> **What this task involves**: In your copy, include every record exactly and no pictures.

> **Recorded data**:
□ □ □ □ □ □ □

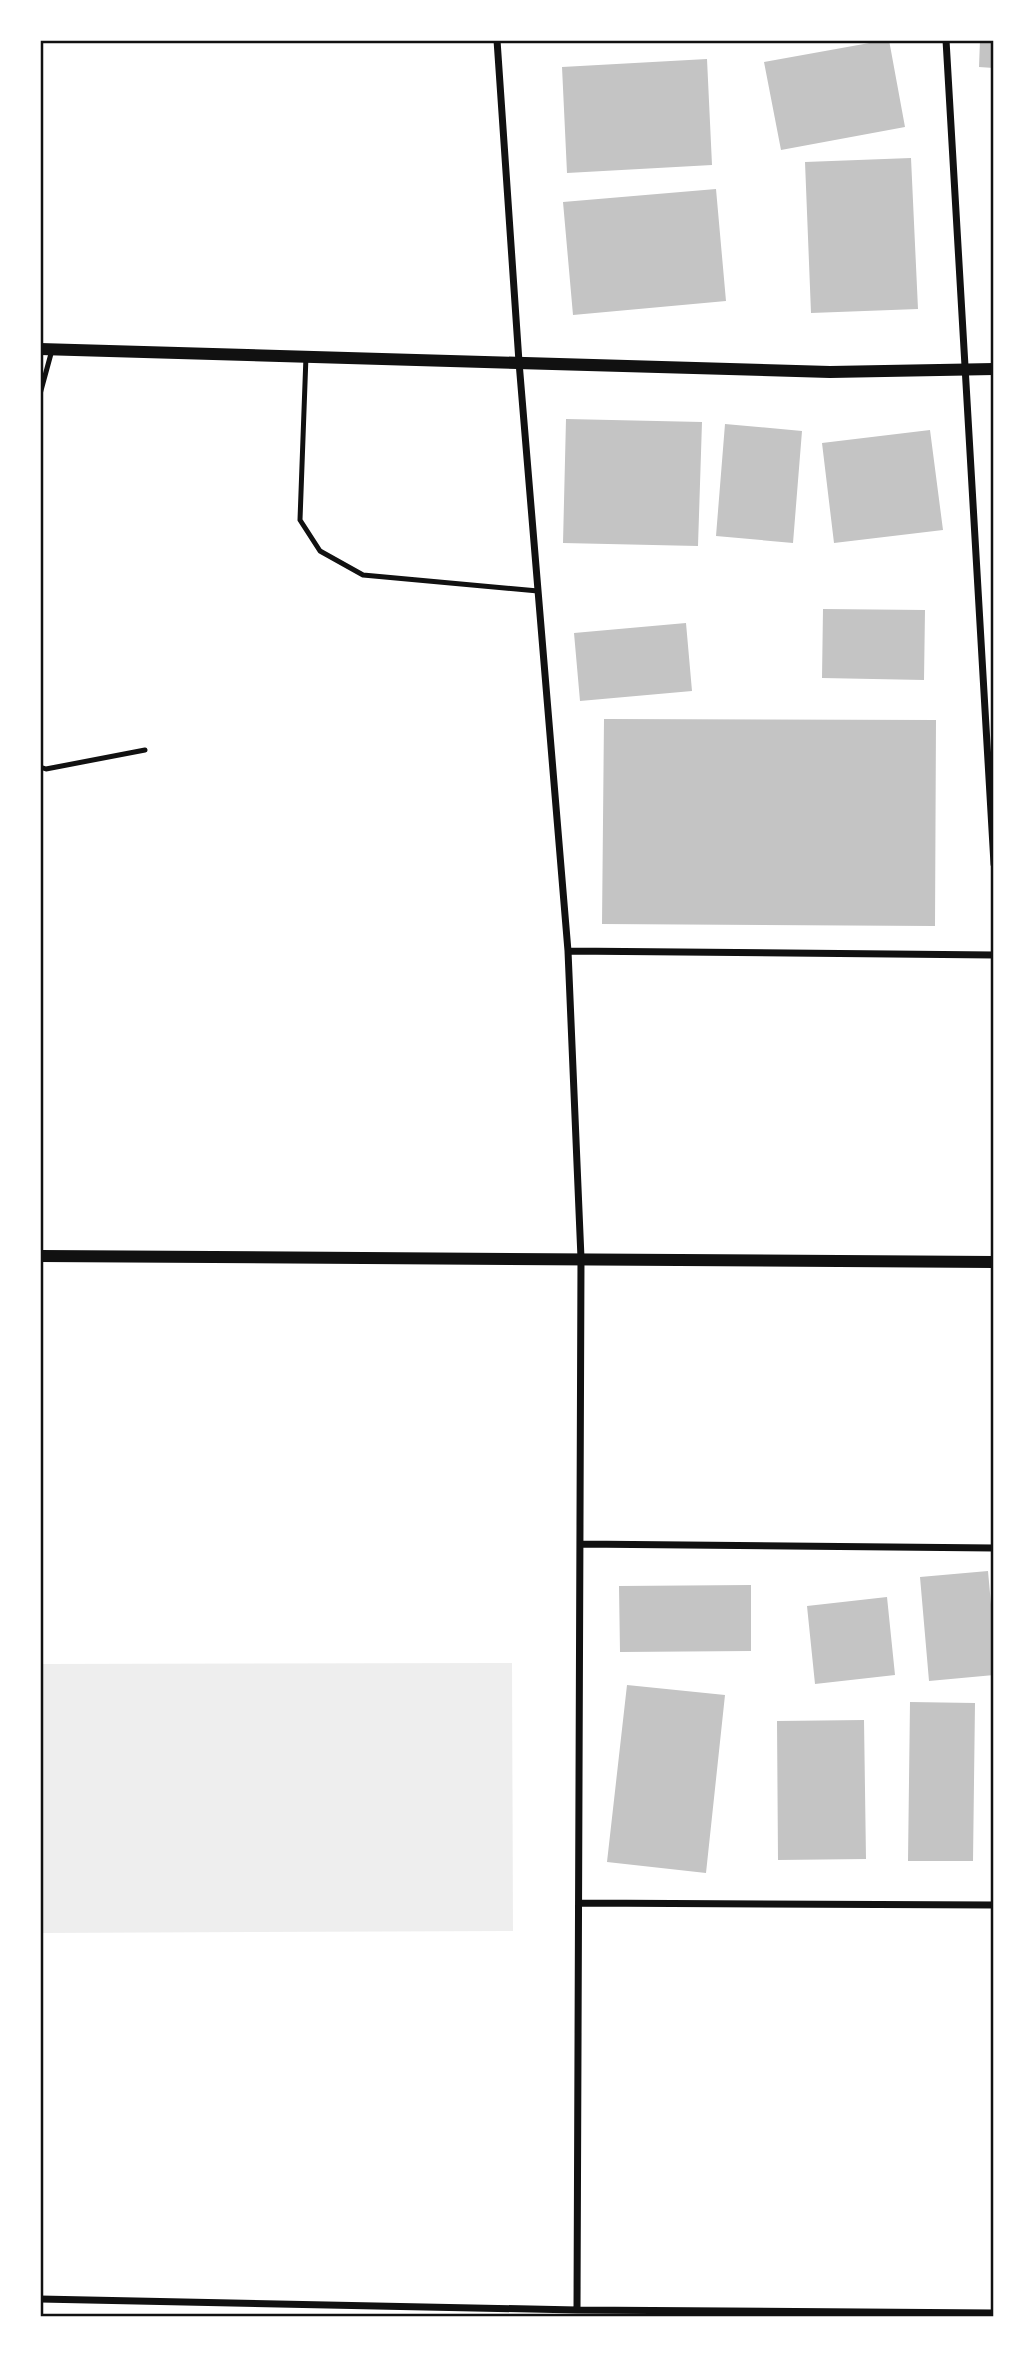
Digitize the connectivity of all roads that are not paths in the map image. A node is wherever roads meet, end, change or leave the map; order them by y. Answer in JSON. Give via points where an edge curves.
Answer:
{"nodes":[{"id":1,"x":497,"y":40,"type":"edge"},
{"id":2,"x":946,"y":40,"type":"edge"},
{"id":3,"x":46,"y":350,"type":"edge"},
{"id":4,"x":306,"y":356,"type":"junction"},
{"id":5,"x":519,"y":362,"type":"junction"},
{"id":6,"x":994,"y":369,"type":"edge"},
{"id":7,"x":967,"y":371,"type":"junction"},
{"id":8,"x":40,"y":394,"type":"edge"},
{"id":9,"x":538,"y":591,"type":"junction"},
{"id":10,"x":145,"y":750,"type":"dead end"},
{"id":11,"x":40,"y":767,"type":"edge"},
{"id":12,"x":994,"y":864,"type":"edge"},
{"id":13,"x":568,"y":951,"type":"junction"},
{"id":14,"x":994,"y":955,"type":"edge"},
{"id":15,"x":40,"y":1256,"type":"edge"},
{"id":16,"x":581,"y":1258,"type":"junction"},
{"id":17,"x":994,"y":1262,"type":"edge"},
{"id":18,"x":580,"y":1544,"type":"junction"},
{"id":19,"x":994,"y":1548,"type":"edge"},
{"id":20,"x":580,"y":1903,"type":"junction"},
{"id":21,"x":994,"y":1905,"type":"edge"},
{"id":22,"x":40,"y":2299,"type":"edge"},
{"id":23,"x":577,"y":2310,"type":"junction"},
{"id":24,"x":994,"y":2313,"type":"edge"},
{"id":25,"x":862,"y":2315,"type":"edge"}],
"edges":[{"from":1,"to":5,"type":"street"},
{"from":2,"to":7,"type":"street"},
{"from":3,"to":4,"type":"street"},
{"from":3,"to":8,"type":"lane"},
{"from":4,"to":5,"type":"street"},
{"from":4,"to":9,"type":"lane","via":[[300,520],[320,551],[363,575]]},
{"from":5,"to":7,"type":"street","via":[[830,372]]},
{"from":5,"to":9,"type":"street"},
{"from":6,"to":7,"type":"street"},
{"from":7,"to":12,"type":"street"},
{"from":9,"to":13,"type":"street"},
{"from":10,"to":11,"type":"lane"},
{"from":13,"to":14,"type":"street"},
{"from":13,"to":16,"type":"street"},
{"from":15,"to":16,"type":"street"},
{"from":16,"to":17,"type":"street"},
{"from":16,"to":18,"type":"street"},
{"from":18,"to":19,"type":"street"},
{"from":18,"to":20,"type":"street"},
{"from":20,"to":21,"type":"street"},
{"from":20,"to":23,"type":"street"},
{"from":22,"to":23,"type":"street"},
{"from":23,"to":25,"type":"street"},
{"from":24,"to":25,"type":"street"}]}
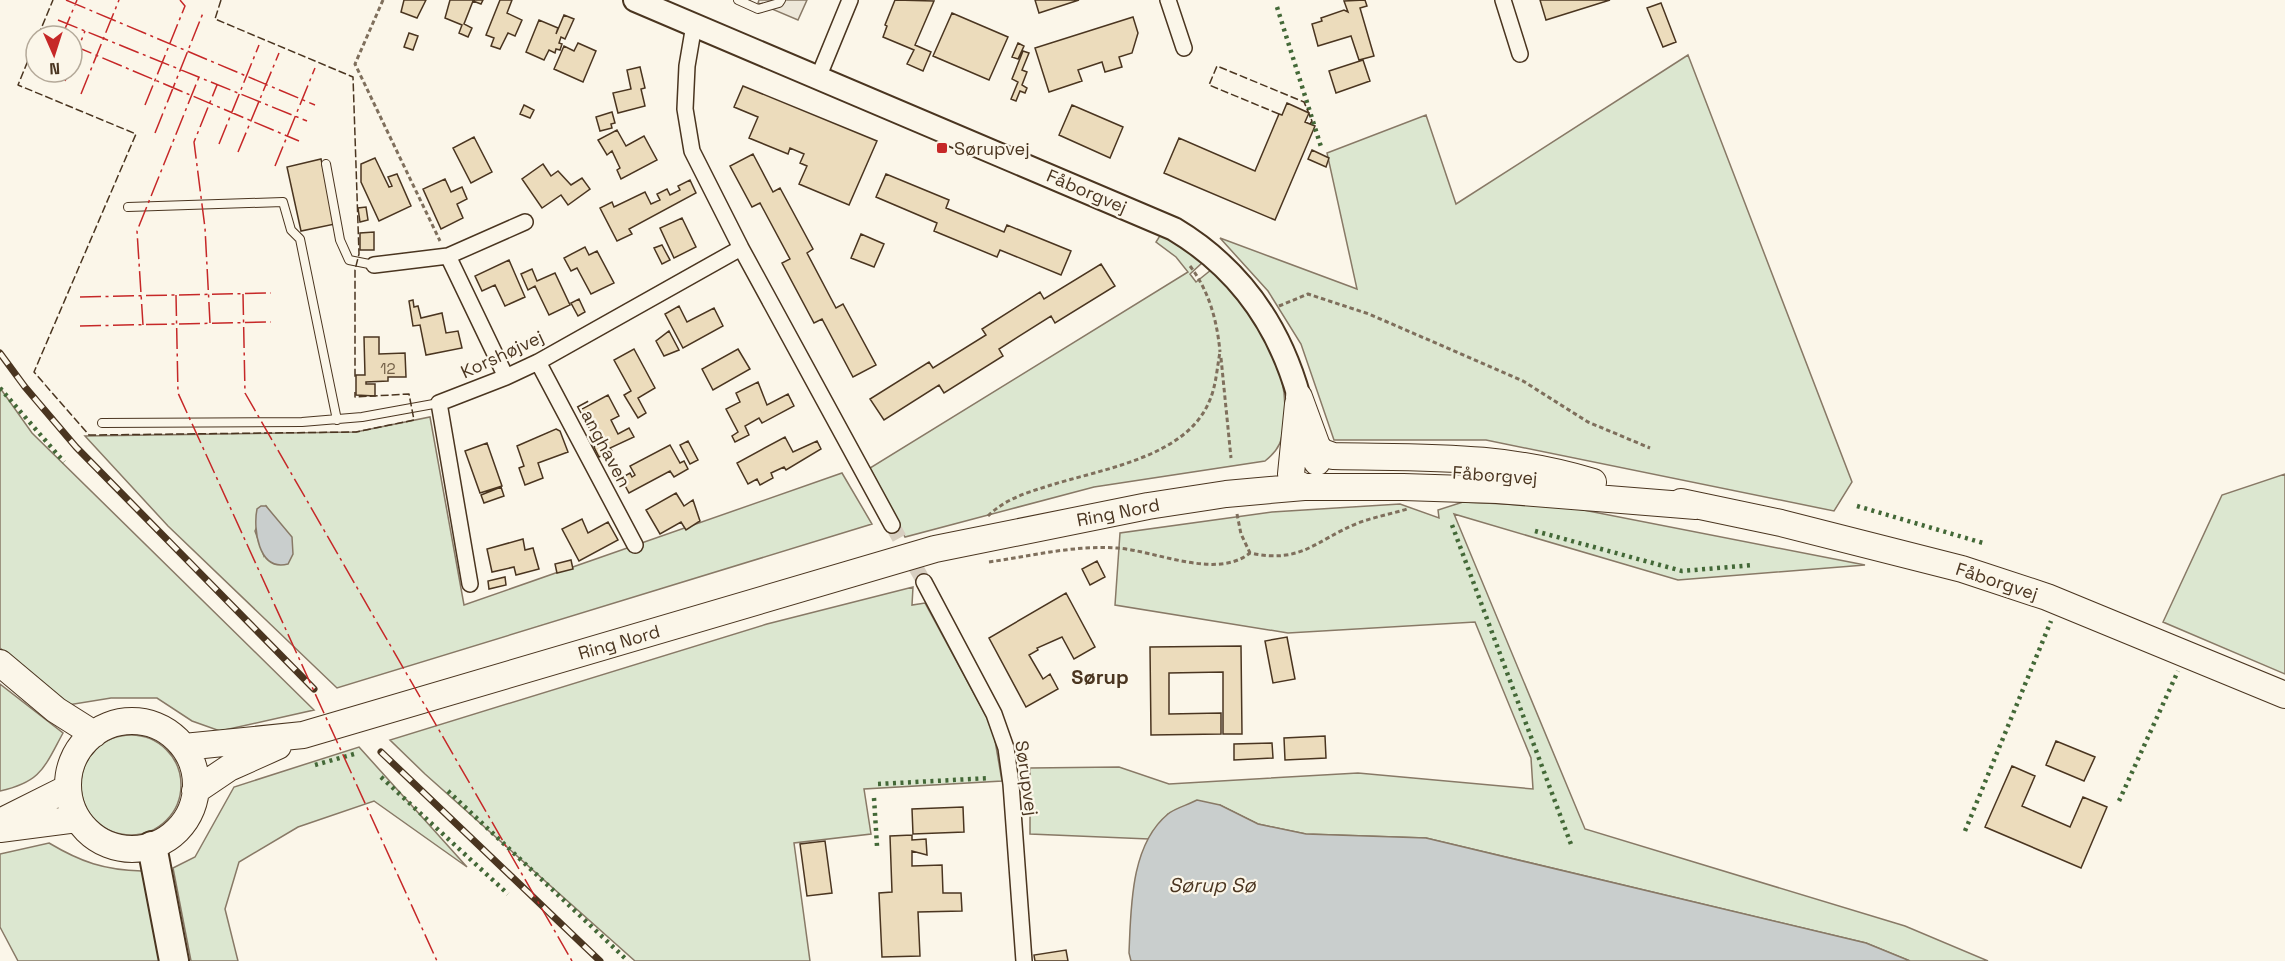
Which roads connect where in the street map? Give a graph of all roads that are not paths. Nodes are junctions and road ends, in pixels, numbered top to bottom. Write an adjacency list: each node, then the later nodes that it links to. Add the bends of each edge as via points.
1 (635, 0): 7 (street, Fåborgvej)
2 (738, 0): 3 (lane, via 758,9)
3 (781, 0)
4 (850, 0): 10 (street)
5 (1168, 0): 8 (street)
6 (1503, 0): 9 (street)
7 (694, 25): 10 (street, Fåborgvej); 14 (street, via 685,109 692,151)
8 (1184, 48)
9 (1520, 54)
10 (819, 78): 19 (street, Fåborgvej, via 1174,229 1202,247 1231,272 1265,314)
11 (326, 164): 16 (lane, via 340,240 349,260)
12 (128, 207): 21 (lane, via 283,202 291,230 300,239)
13 (525, 222): 15 (street)
14 (741, 248): 17 (street, Korshøjvej); 27 (street)
15 (447, 256): 16 (street); 18 (street)
16 (374, 265)
17 (537, 362): 18 (street, Korshøjvej); 28 (street, Langhaven)
18 (507, 377): 20 (street, Korshøjvej)
19 (1299, 397): 23 (main road); 24 (main road)
20 (439, 403): 21 (lane); 31 (street)
21 (337, 420): 22 (lane)
22 (102, 423)
23 (1317, 446): 24 (main road); 25 (main road, via 1333,456 1499,461)
24 (1304, 478): 25 (main road, Fåborgvej, via 1444,471); 26 (main road, Fåborgvej); 29 (main road, Ring Nord); 29 (main road, Ring Nord, via 1115,495 1028,514 971,532)
25 (1593, 482): 26 (main road, Fåborgvej)
26 (1696, 506): 33 (main road, Fåborgvej, via 1868,543 1983,576 2047,597)
27 (892, 525)
28 (636, 545)
29 (935, 549): 35 (main road, Ring Nord)
30 (924, 582): 44 (street, Sørupvej, via 994,714 1006,748)
31 (470, 584)
32 (0, 663): 34 (main road, via 56,710)
33 (2285, 695)
34 (94, 734): 36 (main road, via 115,723 140,722 165,730); 37 (main road, via 73,759)
35 (303, 735): 36 (main road, Ring Nord); 38 (main road, Ring Nord, via 229,768)
36 (184, 747): 38 (main road, via 193,764)
37 (68, 788): 39 (main road); 40 (main road)
38 (195, 791): 42 (main road, via 185,821)
39 (77, 819): 41 (main road); 42 (main road, via 96,838 111,845 129,849)
40 (0, 822)
41 (0, 828)
42 (152, 846): 43 (highway)
43 (174, 961)
44 (1024, 961)

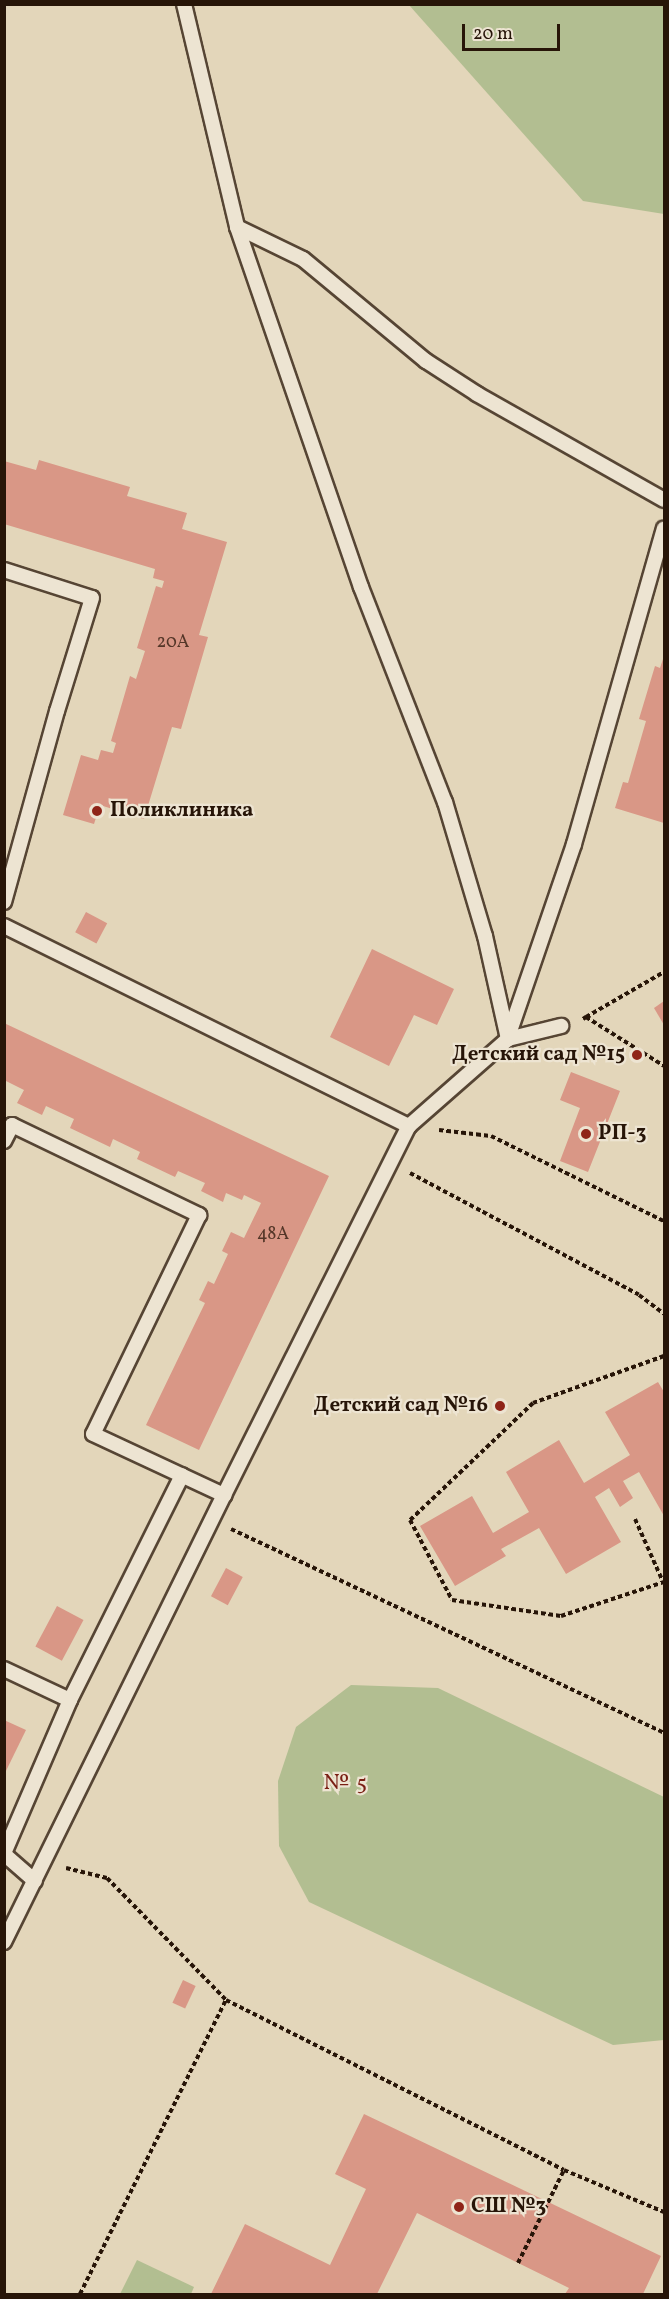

□ □ □ □ □ □ □

> **Solution for this exercise**:
Digitize the connectivity of all roads that are not paths in the map image. A node is wherever roads meet, end, change or leave the map; order them by y. Answer in JSON. Give via points where an edge curves.
Answer:
{"nodes":[{"id":1,"x":497,"y":40,"type":"edge"},
{"id":2,"x":946,"y":40,"type":"edge"},
{"id":3,"x":46,"y":350,"type":"edge"},
{"id":4,"x":306,"y":356,"type":"junction"},
{"id":5,"x":519,"y":362,"type":"junction"},
{"id":6,"x":994,"y":369,"type":"edge"},
{"id":7,"x":967,"y":371,"type":"junction"},
{"id":8,"x":40,"y":394,"type":"edge"},
{"id":9,"x":538,"y":591,"type":"junction"},
{"id":10,"x":145,"y":750,"type":"dead end"},
{"id":11,"x":40,"y":767,"type":"edge"},
{"id":12,"x":994,"y":864,"type":"edge"},
{"id":13,"x":568,"y":951,"type":"junction"},
{"id":14,"x":994,"y":955,"type":"edge"},
{"id":15,"x":40,"y":1256,"type":"edge"},
{"id":16,"x":581,"y":1258,"type":"junction"},
{"id":17,"x":994,"y":1262,"type":"edge"},
{"id":18,"x":580,"y":1544,"type":"junction"},
{"id":19,"x":994,"y":1548,"type":"edge"},
{"id":20,"x":580,"y":1903,"type":"junction"},
{"id":21,"x":994,"y":1905,"type":"edge"},
{"id":22,"x":40,"y":2299,"type":"edge"},
{"id":23,"x":577,"y":2310,"type":"junction"},
{"id":24,"x":994,"y":2313,"type":"edge"},
{"id":25,"x":862,"y":2315,"type":"edge"}],
"edges":[{"from":1,"to":5,"type":"street"},
{"from":2,"to":7,"type":"street"},
{"from":3,"to":4,"type":"street"},
{"from":3,"to":8,"type":"lane"},
{"from":4,"to":5,"type":"street"},
{"from":4,"to":9,"type":"lane","via":[[300,520],[320,551],[363,575]]},
{"from":5,"to":7,"type":"street","via":[[830,372]]},
{"from":5,"to":9,"type":"street"},
{"from":6,"to":7,"type":"street"},
{"from":7,"to":12,"type":"street"},
{"from":9,"to":13,"type":"street"},
{"from":10,"to":11,"type":"lane"},
{"from":13,"to":14,"type":"street"},
{"from":13,"to":16,"type":"street"},
{"from":15,"to":16,"type":"street"},
{"from":16,"to":17,"type":"street"},
{"from":16,"to":18,"type":"street"},
{"from":18,"to":19,"type":"street"},
{"from":18,"to":20,"type":"street"},
{"from":20,"to":21,"type":"street"},
{"from":20,"to":23,"type":"street"},
{"from":22,"to":23,"type":"street"},
{"from":23,"to":25,"type":"street"},
{"from":24,"to":25,"type":"street"}]}
Which roads connect where in the street map? Give a graph of all roads that are not paths. Nodes are junctions and road ends, in pixels, numbered top to bottom. Write an adjacency list: each node, then the later nodes that it links to. Add the bends of each edge as via points.
1 (635, 0): 7 (street, Fåborgvej)
2 (738, 0): 3 (lane, via 758,9)
3 (781, 0)
4 (850, 0): 10 (street)
5 (1168, 0): 8 (street)
6 (1503, 0): 9 (street)
7 (694, 25): 10 (street, Fåborgvej); 14 (street, via 685,109 692,151)
8 (1184, 48)
9 (1520, 54)
10 (819, 78): 19 (street, Fåborgvej, via 1174,229 1202,247 1231,272 1265,314)
11 (326, 164): 16 (lane, via 340,240 349,260)
12 (128, 207): 21 (lane, via 283,202 291,230 300,239)
13 (525, 222): 15 (street)
14 (741, 248): 17 (street, Korshøjvej); 27 (street)
15 (447, 256): 16 (street); 18 (street)
16 (374, 265)
17 (537, 362): 18 (street, Korshøjvej); 28 (street, Langhaven)
18 (507, 377): 20 (street, Korshøjvej)
19 (1299, 397): 23 (main road); 24 (main road)
20 (439, 403): 21 (lane); 31 (street)
21 (337, 420): 22 (lane)
22 (102, 423)
23 (1317, 446): 24 (main road); 25 (main road, via 1333,456 1499,461)
24 (1304, 478): 25 (main road, Fåborgvej, via 1444,471); 26 (main road, Fåborgvej); 29 (main road, Ring Nord); 29 (main road, Ring Nord, via 1115,495 1028,514 971,532)
25 (1593, 482): 26 (main road, Fåborgvej)
26 (1696, 506): 33 (main road, Fåborgvej, via 1868,543 1983,576 2047,597)
27 (892, 525)
28 (636, 545)
29 (935, 549): 35 (main road, Ring Nord)
30 (924, 582): 44 (street, Sørupvej, via 994,714 1006,748)
31 (470, 584)
32 (0, 663): 34 (main road, via 56,710)
33 (2285, 695)
34 (94, 734): 36 (main road, via 115,723 140,722 165,730); 37 (main road, via 73,759)
35 (303, 735): 36 (main road, Ring Nord); 38 (main road, Ring Nord, via 229,768)
36 (184, 747): 38 (main road, via 193,764)
37 (68, 788): 39 (main road); 40 (main road)
38 (195, 791): 42 (main road, via 185,821)
39 (77, 819): 41 (main road); 42 (main road, via 96,838 111,845 129,849)
40 (0, 822)
41 (0, 828)
42 (152, 846): 43 (highway)
43 (174, 961)
44 (1024, 961)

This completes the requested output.